The Mollycoddle is a 1920 American silent adventure film starring Douglas Fairbanks and Wallace Beery, and directed by Victor Fleming. Beery plays an ice-cold villain brawling with Fairbanks' character all the way down the side of a steep mountain in one sequence. A copy of the film is in the Museum of Modern Art and in other film collections.

==Plot==
As described in a film magazine, Richard Marshall, nicknamed The Mollycoddle by his friends, is the descendant of hard-hitting, fearless western stock, and although born in Arizona he has been raised since a child in England and acquired English ways.

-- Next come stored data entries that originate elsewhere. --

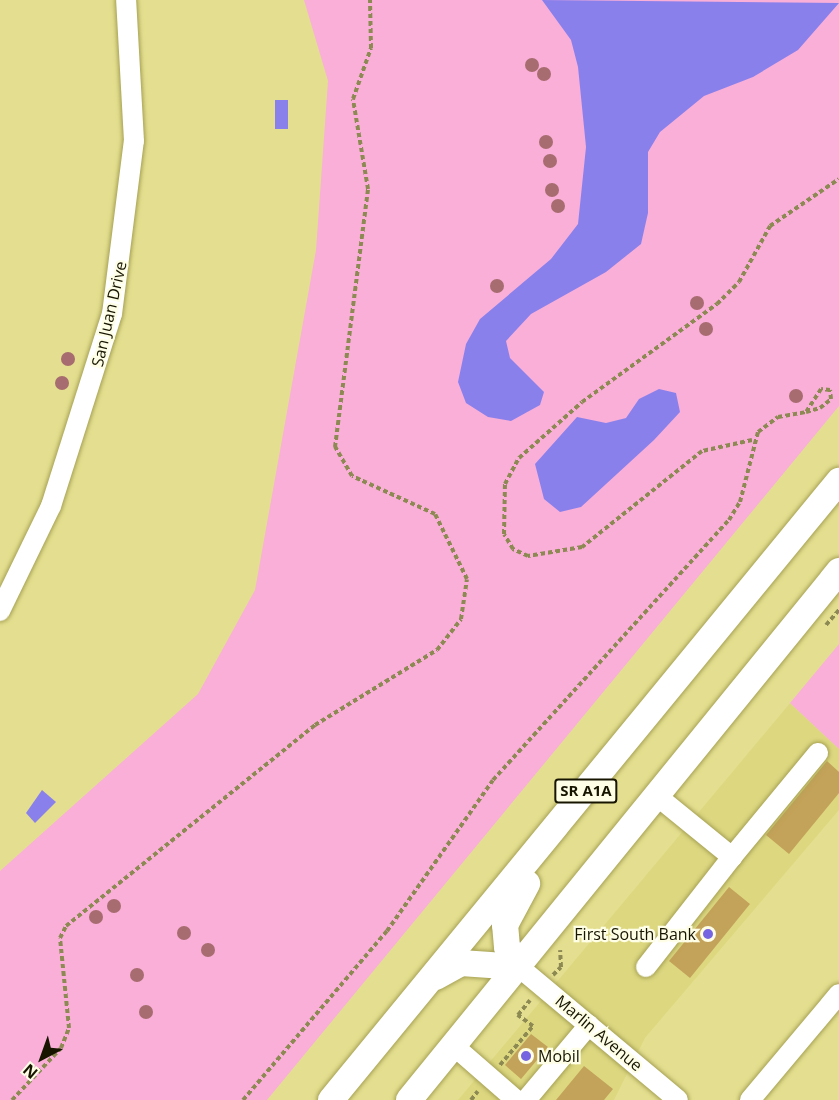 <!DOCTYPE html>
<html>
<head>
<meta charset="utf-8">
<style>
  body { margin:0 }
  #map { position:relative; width:839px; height:1100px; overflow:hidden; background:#e4df90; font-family:"Open Sans",sans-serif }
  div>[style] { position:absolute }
  .built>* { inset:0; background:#ddd880 }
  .green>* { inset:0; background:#f9afd8 }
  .water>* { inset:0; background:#8a80ec }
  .building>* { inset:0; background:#c3a259 }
  .path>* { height:4px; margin-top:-2px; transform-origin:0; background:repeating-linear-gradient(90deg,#8d8953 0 4.5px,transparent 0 7.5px) }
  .roads { filter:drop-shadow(0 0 2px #a6a154) drop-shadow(0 0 2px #a6a154) }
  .minor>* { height:20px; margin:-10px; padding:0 10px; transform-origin:10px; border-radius:10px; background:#fff }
  .major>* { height:26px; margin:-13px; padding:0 13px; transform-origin:13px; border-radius:13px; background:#fff }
  .trees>* { width:14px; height:14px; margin:-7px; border-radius:50%; background:#a76c6f }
  .dots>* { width:16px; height:16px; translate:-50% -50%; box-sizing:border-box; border:3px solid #fefee6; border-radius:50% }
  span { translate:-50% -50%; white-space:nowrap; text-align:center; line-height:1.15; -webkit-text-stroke:4.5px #fefee6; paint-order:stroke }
  .shield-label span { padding:2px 4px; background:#fefee6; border:2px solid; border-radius:4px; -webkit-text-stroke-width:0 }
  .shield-label { font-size:15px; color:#171500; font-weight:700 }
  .street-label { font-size:16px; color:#171500 }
  .poi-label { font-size:16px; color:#171500 }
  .right { translate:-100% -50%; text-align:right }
  .left { translate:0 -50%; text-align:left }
  .north { position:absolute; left:12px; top:1028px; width:60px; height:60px; -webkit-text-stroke:4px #fefee6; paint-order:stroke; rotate:221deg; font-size:16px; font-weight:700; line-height:24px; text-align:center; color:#171500 }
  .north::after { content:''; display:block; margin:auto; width:21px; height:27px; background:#171500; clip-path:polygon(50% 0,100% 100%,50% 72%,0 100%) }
</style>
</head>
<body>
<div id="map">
  <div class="built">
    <i style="clip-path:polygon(790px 703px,839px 749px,839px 810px,645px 1038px,614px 1100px,458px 1100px)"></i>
  </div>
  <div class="green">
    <i style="clip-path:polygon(304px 0,839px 0,839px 406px,267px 1100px,0 1100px,0 871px,198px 694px,255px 590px,316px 250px,328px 81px)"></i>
    <i style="clip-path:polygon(839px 644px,839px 749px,790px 703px)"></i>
  </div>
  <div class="water">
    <i style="clip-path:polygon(542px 0,839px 3px,798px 50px,753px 77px,704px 96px,660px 132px,648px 152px,648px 213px,641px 244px,606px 272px,531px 314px,506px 341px,510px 358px,544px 392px,540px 405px,511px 421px,488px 417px,466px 403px,458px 382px,466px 344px,480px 319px,551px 259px,578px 224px,586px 147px,578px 67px,571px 40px)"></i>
    <i style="clip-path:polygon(275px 100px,288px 100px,288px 129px,275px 129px)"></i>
    <i style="clip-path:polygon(659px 389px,676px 393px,680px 412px,654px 440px,581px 507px,560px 512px,544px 499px,535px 464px,577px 417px,606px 423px,626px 418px,639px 399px)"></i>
    <i style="clip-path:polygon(42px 790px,56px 802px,35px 823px,26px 813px)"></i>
  </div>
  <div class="building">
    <i style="clip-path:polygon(827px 761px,839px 772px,839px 793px,789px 854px,766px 835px)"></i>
    <i style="clip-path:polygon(729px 887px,750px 904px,690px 978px,669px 961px)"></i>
    <i style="clip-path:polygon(531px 1034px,548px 1047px,521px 1079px,505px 1065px)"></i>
    <i style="clip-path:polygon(584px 1066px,613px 1089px,604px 1100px,556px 1100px)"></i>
  </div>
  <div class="path">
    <i style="left:752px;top:440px;width:51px;rotate:167.6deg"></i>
    <i style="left:702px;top:451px;width:154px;rotate:141.3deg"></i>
    <i style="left:582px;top:547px;width:55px;rotate:170.5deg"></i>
    <i style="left:528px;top:556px;width:17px;rotate:-155deg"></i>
    <i style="left:513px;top:549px;width:17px;rotate:-121deg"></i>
    <i style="left:504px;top:534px;width:50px;rotate:-88.9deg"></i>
    <i style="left:505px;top:484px;width:30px;rotate:-62deg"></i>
    <i style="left:519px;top:458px;width:84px;rotate:-41.6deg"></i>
    <i style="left:582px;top:402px;width:167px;rotate:-36deg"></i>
    <i style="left:717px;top:304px;width:31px;rotate:-45deg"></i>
    <i style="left:739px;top:282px;width:64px;rotate:-61deg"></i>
    <i style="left:770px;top:226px;width:83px;rotate:-34.3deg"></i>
    <i style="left:826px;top:625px;width:20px;rotate:-49deg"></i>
    <i style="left:553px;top:975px;width:11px;rotate:-45deg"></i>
    <i style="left:561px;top:967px;width:17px;rotate:-93deg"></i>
    <i style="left:500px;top:1065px;width:51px;rotate:-49.8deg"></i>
    <i style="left:533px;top:1026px;width:19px;rotate:-144deg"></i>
    <i style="left:518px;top:1015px;width:19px;rotate:-51deg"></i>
    <i style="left:12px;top:1100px;width:71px;rotate:-46.7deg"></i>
    <i style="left:61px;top:1048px;width:22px;rotate:-68deg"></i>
    <i style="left:69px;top:1028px;width:90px;rotate:-95.7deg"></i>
    <i style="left:60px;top:938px;width:13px;rotate:-63deg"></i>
    <i style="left:66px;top:926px;width:320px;rotate:-38.9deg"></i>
    <i style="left:315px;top:725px;width:143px;rotate:-31.6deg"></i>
    <i style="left:437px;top:650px;width:39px;rotate:-52deg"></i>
    <i style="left:461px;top:619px;width:40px;rotate:-81.5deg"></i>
    <i style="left:467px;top:579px;width:72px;rotate:-116.2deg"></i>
    <i style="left:435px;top:514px;width:91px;rotate:-155.4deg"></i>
    <i style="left:352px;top:476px;width:34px;rotate:-120deg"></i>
    <i style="left:335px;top:447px;width:260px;rotate:-82.7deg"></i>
    <i style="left:368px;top:189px;width:91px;rotate:-99.5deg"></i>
    <i style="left:353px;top:99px;width:54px;rotate:-70.6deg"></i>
    <i style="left:371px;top:48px;width:48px;rotate:-91.2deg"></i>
    <i style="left:243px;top:1100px;width:222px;rotate:-49.6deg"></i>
    <i style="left:387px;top:931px;width:184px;rotate:-54.9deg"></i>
    <i style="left:493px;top:780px;width:351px;rotate:-47.8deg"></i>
    <i style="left:729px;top:520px;width:21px;rotate:-59deg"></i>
    <i style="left:740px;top:502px;width:72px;rotate:-75.6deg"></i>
    <i style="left:758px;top:432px;width:25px;rotate:-37deg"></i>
    <i style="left:778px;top:417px;width:28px;rotate:-10deg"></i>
    <i style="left:806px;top:412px;width:15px;rotate:-16deg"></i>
    <i style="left:820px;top:408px;width:14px;rotate:-39deg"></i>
    <i style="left:831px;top:399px;width:9px;rotate:-96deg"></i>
    <i style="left:830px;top:390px;width:9px;rotate:-174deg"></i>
    <i style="left:821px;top:389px;width:27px;rotate:123deg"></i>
    <i style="left:471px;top:1100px;width:11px;rotate:-52deg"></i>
  </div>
  <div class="roads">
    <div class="minor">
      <i style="left:0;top:611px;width:117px;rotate:-64.1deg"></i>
      <i style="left:51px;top:506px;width:201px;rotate:-72.4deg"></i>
      <i style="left:112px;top:314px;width:174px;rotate:-82.8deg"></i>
      <i style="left:134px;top:141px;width:141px;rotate:-93.2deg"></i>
      <i style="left:657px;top:796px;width:97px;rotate:39.1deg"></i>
      <i style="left:732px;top:857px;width:135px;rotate:-50.4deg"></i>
      <i style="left:519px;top:967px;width:207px;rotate:39.9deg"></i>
      <i style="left:646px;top:967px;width:140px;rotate:-52deg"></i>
      <i style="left:454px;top:1046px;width:82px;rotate:41.1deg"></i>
      <i style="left:526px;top:1100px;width:98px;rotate:-50deg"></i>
      <i style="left:750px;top:1100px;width:138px;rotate:-50deg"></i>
    </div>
    <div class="major">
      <i style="left:519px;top:967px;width:23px;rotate:-121deg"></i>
      <i style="left:507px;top:947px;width:22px;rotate:-95deg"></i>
      <i style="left:505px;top:925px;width:47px;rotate:-61.8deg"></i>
      <i style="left:436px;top:977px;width:29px;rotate:-29deg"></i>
      <i style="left:461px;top:963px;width:58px;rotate:3.9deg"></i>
      <i style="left:331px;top:1100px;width:801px;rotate:-50.63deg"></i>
      <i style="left:409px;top:1100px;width:682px;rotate:-50.89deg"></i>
    </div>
  </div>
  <div class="trees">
    <i style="left:532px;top:65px"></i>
    <i style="left:544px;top:74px"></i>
    <i style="left:546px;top:142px"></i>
    <i style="left:550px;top:161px"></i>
    <i style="left:552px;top:190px"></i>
    <i style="left:558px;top:206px"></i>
    <i style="left:497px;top:286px"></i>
    <i style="left:697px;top:303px"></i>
    <i style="left:706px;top:329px"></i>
    <i style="left:68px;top:359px"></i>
    <i style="left:62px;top:383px"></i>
    <i style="left:796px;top:396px"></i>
    <i style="left:114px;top:906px"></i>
    <i style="left:96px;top:917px"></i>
    <i style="left:184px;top:933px"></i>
    <i style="left:208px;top:950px"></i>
    <i style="left:137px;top:975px"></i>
    <i style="left:146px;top:1012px"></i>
  </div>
  <div class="dots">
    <i style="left:708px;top:934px;background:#7565e0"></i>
    <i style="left:526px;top:1056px;background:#7565e0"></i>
  </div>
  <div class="shield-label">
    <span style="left:586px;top:791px">SR A1A</span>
  </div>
  <div class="street-label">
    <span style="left:109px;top:314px;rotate:-77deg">San Juan Drive</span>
    <span style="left:599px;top:1033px;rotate:40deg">Marlin Avenue</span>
  </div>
  <div class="poi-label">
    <span class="right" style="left:696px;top:934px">First South Bank</span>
    <span class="left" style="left:538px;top:1056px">Mobil</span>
  </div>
  <div class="north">N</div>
</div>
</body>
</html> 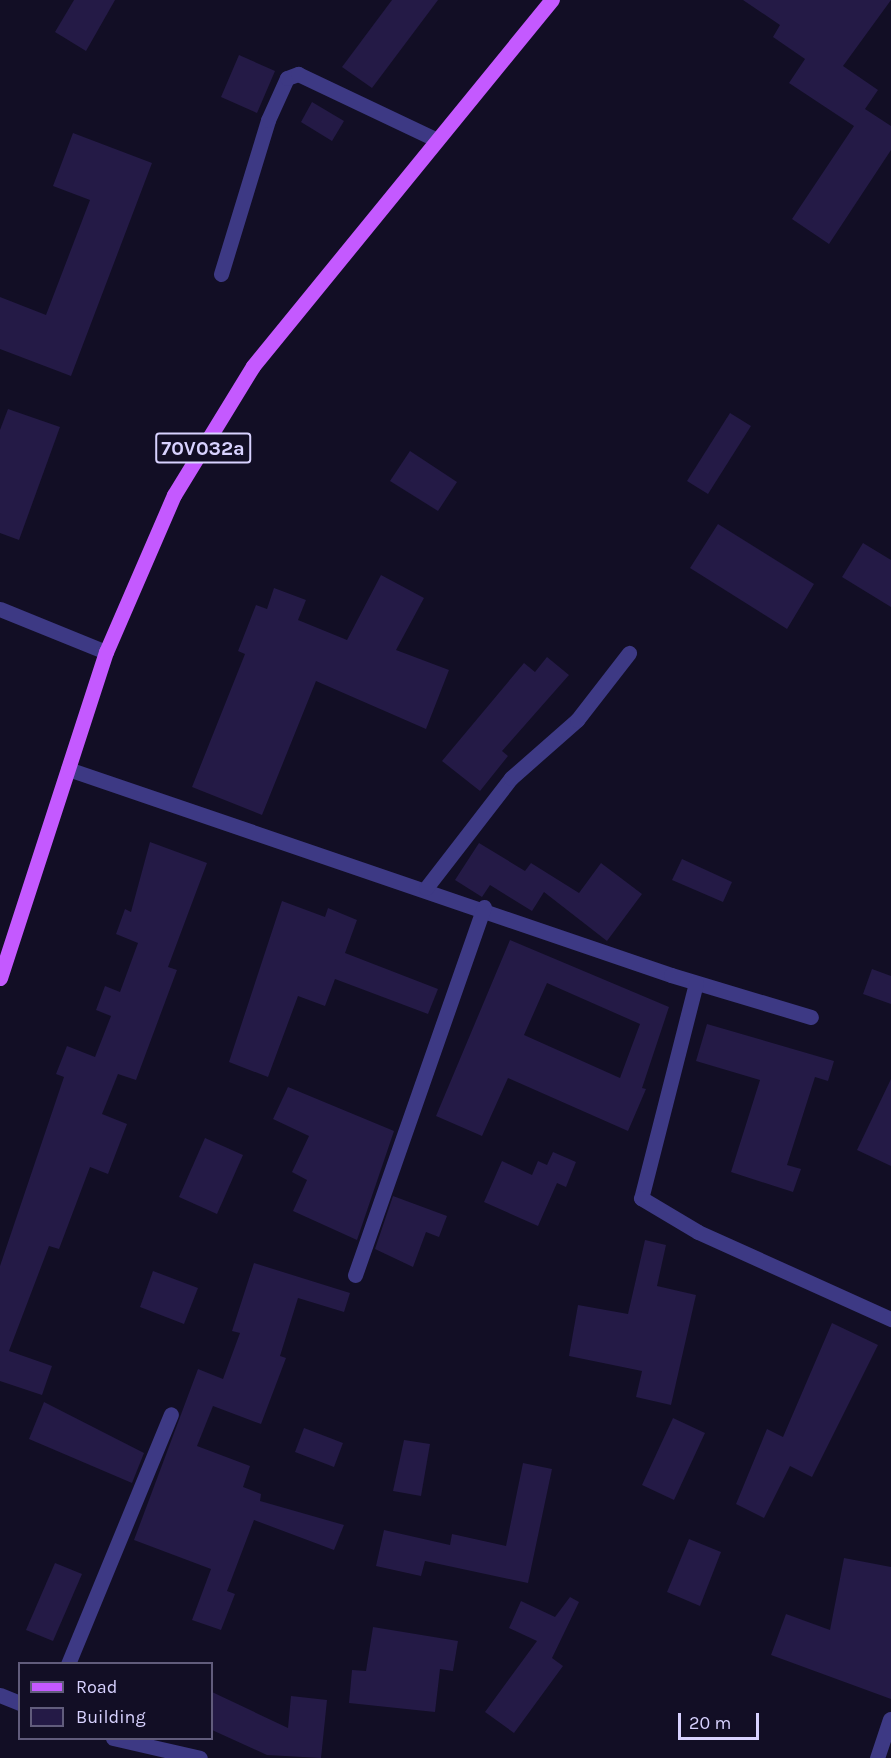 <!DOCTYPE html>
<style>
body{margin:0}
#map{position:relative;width:891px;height:1758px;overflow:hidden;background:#120e25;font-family:Karla,sans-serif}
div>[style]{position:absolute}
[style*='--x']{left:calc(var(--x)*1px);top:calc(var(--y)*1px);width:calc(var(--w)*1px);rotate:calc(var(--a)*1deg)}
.building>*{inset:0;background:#241a46}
.street>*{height:15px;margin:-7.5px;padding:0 7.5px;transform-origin:7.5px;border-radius:7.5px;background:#3d3984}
.primary>*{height:15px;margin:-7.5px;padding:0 7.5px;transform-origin:7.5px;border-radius:7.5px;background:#c459ff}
span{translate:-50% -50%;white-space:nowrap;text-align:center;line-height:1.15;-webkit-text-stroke:5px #120e25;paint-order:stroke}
.shield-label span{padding:2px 4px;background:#120e25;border:2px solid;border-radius:4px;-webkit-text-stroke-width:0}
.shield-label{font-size:20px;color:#d8d2ff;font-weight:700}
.legend{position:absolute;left:18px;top:1662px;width:195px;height:78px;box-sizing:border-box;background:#120e25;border:2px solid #615c7c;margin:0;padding:8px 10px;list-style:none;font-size:18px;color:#d8d2ff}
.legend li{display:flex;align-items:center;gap:12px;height:30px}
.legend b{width:30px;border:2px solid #615c7c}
.scale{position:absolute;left:678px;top:1713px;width:81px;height:27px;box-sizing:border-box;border:3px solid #d8d2ff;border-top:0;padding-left:8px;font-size:18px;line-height:21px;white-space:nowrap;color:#d8d2ff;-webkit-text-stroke:4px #120e25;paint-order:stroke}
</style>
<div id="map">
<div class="building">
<div style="clip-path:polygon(74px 0,115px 0,86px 51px,55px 32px)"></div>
<div style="clip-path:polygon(392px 0,438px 0,372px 88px,342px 67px)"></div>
<div style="clip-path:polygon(743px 0,891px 0,843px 66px,878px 90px,865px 109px,891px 126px,891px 150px,829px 244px,792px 219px,854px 126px,789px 83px,805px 59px,773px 37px,780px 25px)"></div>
<div style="clip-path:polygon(239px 55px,275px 71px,257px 113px,221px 97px)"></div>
<div style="clip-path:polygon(312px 102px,344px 121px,332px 141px,301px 122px)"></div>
<div style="clip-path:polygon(73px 133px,152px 163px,71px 376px,0 349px,0 297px,46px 315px,90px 200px,53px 186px)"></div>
<div style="clip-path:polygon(8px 409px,60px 427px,19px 540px,0 533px,0 430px)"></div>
<div style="clip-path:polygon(730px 413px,751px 426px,708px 494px,687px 481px)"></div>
<div style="clip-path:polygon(410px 451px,457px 482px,438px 511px,390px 481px)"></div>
<div style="clip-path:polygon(718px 524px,814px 584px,787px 629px,690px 568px)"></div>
<div style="clip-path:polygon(863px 543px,891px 560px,891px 607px,842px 577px)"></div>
<div style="clip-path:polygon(381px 575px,424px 598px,396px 650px,449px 670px,426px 729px,316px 681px,262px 815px,192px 787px,245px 654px,238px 651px,256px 605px,267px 609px,274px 588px,306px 600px,298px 620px,347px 640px)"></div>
<div style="clip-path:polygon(547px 657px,569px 675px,502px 751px,508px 756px,480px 791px,442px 761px,524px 663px,535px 672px)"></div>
<div style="clip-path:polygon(150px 842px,207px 863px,168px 967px,177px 970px,136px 1080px,118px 1074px,102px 1114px,127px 1124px,108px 1174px,90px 1167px,59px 1249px,49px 1246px,9px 1351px,52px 1366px,42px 1395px,0 1381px,0 1266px,64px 1077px,56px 1074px,67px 1046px,95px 1057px,111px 1016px,96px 1010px,105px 986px,120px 992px,138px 943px,116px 934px,125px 909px,131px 912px)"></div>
<div style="clip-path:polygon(479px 843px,525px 871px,531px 863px,579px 893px,601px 863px,642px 894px,607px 941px,544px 892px,532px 911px,490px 885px,482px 897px,455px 880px)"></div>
<div style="clip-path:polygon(682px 859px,732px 882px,723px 902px,672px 880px)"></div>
<div style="clip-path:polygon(282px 901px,325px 917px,328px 908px,357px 920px,345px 953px,438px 989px,428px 1014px,335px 979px,325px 1006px,298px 996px,268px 1077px,229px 1062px)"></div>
<div style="clip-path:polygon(evenodd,510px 940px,669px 1007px,642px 1088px,646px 1089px,628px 1131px,508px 1078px,482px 1136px,436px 1116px,510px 940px,547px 983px,640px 1024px,620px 1078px,524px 1035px,547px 983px)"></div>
<div style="clip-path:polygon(872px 969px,891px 976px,891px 1004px,863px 994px)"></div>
<div style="clip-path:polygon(707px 1024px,834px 1061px,828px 1081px,815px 1077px,787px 1165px,801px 1169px,793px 1192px,731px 1172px,760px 1080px,696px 1061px)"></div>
<div style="clip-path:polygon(891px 1079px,891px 1166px,857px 1150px)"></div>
<div style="clip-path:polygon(288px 1087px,394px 1131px,357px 1240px,293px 1211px,307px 1180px,292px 1172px,309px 1136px,273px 1119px)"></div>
<div style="clip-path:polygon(205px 1138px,243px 1155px,217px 1214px,179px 1197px)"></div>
<div style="clip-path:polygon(553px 1152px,576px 1162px,566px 1187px,557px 1183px,538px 1226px,484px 1202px,502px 1161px,532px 1175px,538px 1161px,547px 1165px)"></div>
<div style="clip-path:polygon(393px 1196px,447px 1216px,439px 1237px,426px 1232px,413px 1267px,375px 1249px)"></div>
<div style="clip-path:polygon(645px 1240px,666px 1245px,657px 1286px,696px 1295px,671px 1405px,636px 1397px,642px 1371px,569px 1356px,578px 1305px,628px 1314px)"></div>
<div style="clip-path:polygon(254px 1263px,350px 1293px,344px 1312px,298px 1298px,280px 1356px,286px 1358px,261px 1424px,213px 1406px,197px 1446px,250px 1466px,243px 1487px,261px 1494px,260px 1501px,344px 1525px,334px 1550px,254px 1520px,227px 1591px,235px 1594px,221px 1630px,192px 1620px,211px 1569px,134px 1540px,198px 1369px,223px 1379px,240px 1333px,232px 1331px)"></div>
<div style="clip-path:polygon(153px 1271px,198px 1288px,184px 1324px,140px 1307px)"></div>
<div style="clip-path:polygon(832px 1323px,878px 1345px,812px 1477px,790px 1466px,764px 1518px,736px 1504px,767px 1429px,783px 1437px)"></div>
<div style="clip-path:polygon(44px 1402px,144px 1453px,132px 1483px,29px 1439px)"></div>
<div style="clip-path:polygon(673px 1418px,705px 1433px,674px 1500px,642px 1485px)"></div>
<div style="clip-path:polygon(304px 1428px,343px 1443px,334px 1467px,295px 1452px)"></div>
<div style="clip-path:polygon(404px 1440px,430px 1444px,421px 1496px,393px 1491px)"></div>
<div style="clip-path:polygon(523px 1463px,552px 1469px,528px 1583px,425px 1561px,421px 1576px,376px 1566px,384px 1530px,450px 1545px,452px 1534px,506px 1546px)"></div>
<div style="clip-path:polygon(689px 1539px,721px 1552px,700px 1606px,667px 1592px)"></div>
<div style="clip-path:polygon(844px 1558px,891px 1567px,891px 1699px,771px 1655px,786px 1614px,830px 1630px)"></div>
<div style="clip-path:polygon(55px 1563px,82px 1574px,53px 1641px,26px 1630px)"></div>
<div style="clip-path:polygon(570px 1597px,579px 1602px,552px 1658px,563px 1666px,514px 1733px,485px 1712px,537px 1641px,509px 1628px,521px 1601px,555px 1617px)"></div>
<div style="clip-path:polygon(373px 1627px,458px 1641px,453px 1671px,440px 1669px,435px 1712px,349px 1703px,352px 1670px,366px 1671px)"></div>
<div style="clip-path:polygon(212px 1692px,288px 1728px,291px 1696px,327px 1700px,321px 1758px,267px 1755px,212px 1730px)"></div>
</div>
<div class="street">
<div style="--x:221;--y:274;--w:161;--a:-73"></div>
<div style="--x:268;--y:120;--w:46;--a:-65.7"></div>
<div style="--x:287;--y:78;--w:12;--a:-20"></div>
<div style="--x:298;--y:74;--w:154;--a:25.4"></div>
<div style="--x:0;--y:609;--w:114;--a:22.1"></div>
<div style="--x:68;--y:769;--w:637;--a:18.86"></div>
<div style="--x:671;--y:975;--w:146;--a:16.7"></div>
<div style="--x:426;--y:888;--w:139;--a:-52.3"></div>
<div style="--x:511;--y:778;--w:88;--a:-41.3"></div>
<div style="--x:577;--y:720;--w:85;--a:-52.2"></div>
<div style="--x:696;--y:983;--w:222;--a:104.3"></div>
<div style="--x:641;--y:1198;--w:66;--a:30.8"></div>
<div style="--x:698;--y:1232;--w:212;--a:24.3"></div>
<div style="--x:355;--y:1275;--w:390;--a:-70.7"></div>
<div style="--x:68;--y:1664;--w:270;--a:-67.6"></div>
<div style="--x:0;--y:1695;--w:22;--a:22"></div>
<div style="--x:113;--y:1738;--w:89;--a:12.9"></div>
<div style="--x:877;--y:1758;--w:41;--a:-71.6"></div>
</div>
<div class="primary">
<div style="--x:0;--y:978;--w:343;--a:-72"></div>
<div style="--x:106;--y:652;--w:171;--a:-66.6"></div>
<div style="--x:174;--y:495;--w:151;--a:-58.5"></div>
<div style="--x:253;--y:366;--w:473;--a:-50.8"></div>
</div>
<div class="shield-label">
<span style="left:203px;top:448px">70V032a</span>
</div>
<ul class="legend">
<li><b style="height:8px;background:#c459ff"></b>Road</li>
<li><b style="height:16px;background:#241a46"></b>Building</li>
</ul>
<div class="scale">20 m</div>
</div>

Upon meeting some Americans who are about to go home in a private yacht, he joins them. Fearing that Richard is a secret service operative, the owner of the yacht, who is smuggling diamonds into the United States, withdraws the invitation. Friends, however, smuggle him aboard and, when the owner discovers him, he is put to work shoveling coal in the boiler room. Off the coast of Texas he jumps ship and swims ashore, is picked up by a fishing net and eventually makes his way to Arizona, where the party is exploring the diamond mines.

Richard discovers the plot to blow up a mountain and hem the party in a little valley. The scheme nearly succeeds, but Richard captures the smuggler in a tall tree, falls through the tree limbs and brawls with him down an extremely steep embankment into a river and over a falls, then drags the half-drowned man to shore. In addition, he of course wins the girl, who turns out to be a detective in service to Uncle Sam.

==Production crew==
- Cinematography by William C. McGann and Harris Thorpe
- Art Direction by Edward M. Langley
- Second Unit Director Theodore Reed
- Technical effects by Robert Fairbanks
- Supervisor - Douglas Fairbanks

==Production==
Three weeks were spent north of Winslow, Arizona for filming exteriors.